I use to play mission based with an occasional railroad adventure in between. Now I am doing a - I think - directed sandbox. Maybe the intention is a pure sandbox and the players tell me they want to do whatever they want in theory, but in practice they still want some pointers where to go and what to. I think they do want some clarity after all.
This certainly gives me new terms with which to describe how a game I run is likely to go. "Session 0 to make characters and establish Initial Context and discuss any Arbitrary Restrictions. It will begin as a Schrodinger's Sandbox, but as things progress I'll have a larger Bag of Stuff, and it will likely end up somewhere between Schrodinger's and a World in Motion."
I think I got the same. My aim is to have World in Motion, but for now I am mostly reacting to what the players are doing so I guess it's a Schrodinger's Sandbox.
 
A Sandbox isn't good or bad or better or worse than any other playstyle, except by way of personal preference. But you still have folks decrying "how dare you call my game not a sandbox?" like they failed a term paper.

Gods, yeah. The piece of cake came when in one of these forum debates someone made the assertion that GURPS was "more flexible" than D&D.

Now this, one would think, would be one of the more obvious no-shit-captain-obvious moments in RPG forum blather history. But, of course, right on cue, the fanboys erupted in rage, hotly denying that GURPS could be more anything than D&D.
 
(scritches his head) Erm ... a term doesn't automatically become worthless because there are chowderheads who misdefine or misuse it. Heck, do we no longer use the term "role-playing game" because the marketing departments of console games decided to slap the tag on solo shoot-em-ups?

Use your own private neologism, no one knows what you're talking about.
Did I not basically define the term at the same time as I used it?
 
Gods, yeah. The piece of cake came when in one of these forum debates someone made the assertion that GURPS was "more flexible" than D&D.

Now this, one would think, would be one of the more obvious no-shit-captain-obvious moments in RPG forum blather history. But, of course, right on cue, the fanboys erupted in rage, hotly denying that GURPS could be more anything than D&D.
Fun fact: I think you're referring to a thread I started, back at TBP. It was funny to watch from the side, probably...:devil:

Also, I don't have anything to add, which is a first in a sandbox thread:grin:!
 
The "they'd be dicks to refuse it" is the interesting part, I think.
I think these kinds of soft expectations are important.

First, you have the game where the GM says "I bought this adventure" and everyone agrees to play it and turns up. In such situation you would indeed I think be a dick to refuse the hook.

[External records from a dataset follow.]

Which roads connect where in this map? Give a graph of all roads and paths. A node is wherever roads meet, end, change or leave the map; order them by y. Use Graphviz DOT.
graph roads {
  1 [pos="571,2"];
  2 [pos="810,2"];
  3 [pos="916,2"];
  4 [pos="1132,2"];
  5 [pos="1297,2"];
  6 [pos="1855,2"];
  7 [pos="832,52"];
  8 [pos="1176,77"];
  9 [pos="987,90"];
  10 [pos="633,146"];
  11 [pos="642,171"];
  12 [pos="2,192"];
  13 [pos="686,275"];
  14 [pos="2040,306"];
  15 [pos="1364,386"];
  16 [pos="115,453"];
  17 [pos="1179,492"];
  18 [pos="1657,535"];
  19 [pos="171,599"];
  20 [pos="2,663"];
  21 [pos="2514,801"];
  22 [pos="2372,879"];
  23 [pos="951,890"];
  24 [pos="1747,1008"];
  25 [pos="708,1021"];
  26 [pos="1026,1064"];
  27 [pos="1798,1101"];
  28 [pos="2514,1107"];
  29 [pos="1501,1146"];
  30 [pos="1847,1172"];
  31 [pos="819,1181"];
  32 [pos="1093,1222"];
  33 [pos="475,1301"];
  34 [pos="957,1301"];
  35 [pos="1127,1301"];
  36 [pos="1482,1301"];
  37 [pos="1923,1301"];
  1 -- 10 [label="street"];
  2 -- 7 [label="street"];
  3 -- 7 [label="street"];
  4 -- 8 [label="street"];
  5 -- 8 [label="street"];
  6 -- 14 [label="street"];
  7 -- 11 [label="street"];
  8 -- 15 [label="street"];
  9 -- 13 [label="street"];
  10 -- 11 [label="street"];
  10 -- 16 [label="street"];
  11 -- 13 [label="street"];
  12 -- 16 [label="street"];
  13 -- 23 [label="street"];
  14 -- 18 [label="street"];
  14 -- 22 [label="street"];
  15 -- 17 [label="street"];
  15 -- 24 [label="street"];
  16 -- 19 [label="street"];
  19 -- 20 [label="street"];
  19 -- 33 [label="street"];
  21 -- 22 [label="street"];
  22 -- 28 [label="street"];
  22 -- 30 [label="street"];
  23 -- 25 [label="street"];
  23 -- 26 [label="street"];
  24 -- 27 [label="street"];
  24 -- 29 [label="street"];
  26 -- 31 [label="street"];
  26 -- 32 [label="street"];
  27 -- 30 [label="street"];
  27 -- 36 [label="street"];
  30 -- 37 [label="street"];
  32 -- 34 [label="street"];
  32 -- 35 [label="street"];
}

But you also get situations where the players feel, perhaps from experience, that although the GM may insist the hook can be refused (and may even claim to be running a sandbox) that if they don't accept the hook the GM will struggle; they haven't actually prepared an open structure, so if they refuse the hook, the game will flounder, and it won't actually be much fun for everyone. In which case you may feel you are doing the best thing by your GM and your fellow players to just go with it.

And of course, absent any prior communication (and possibly even if there was - actions speak louder than words), if an NPC comes an offers you a job, most players will probably assume that this is the type of game in which NPCs are going to come and give you the adventures.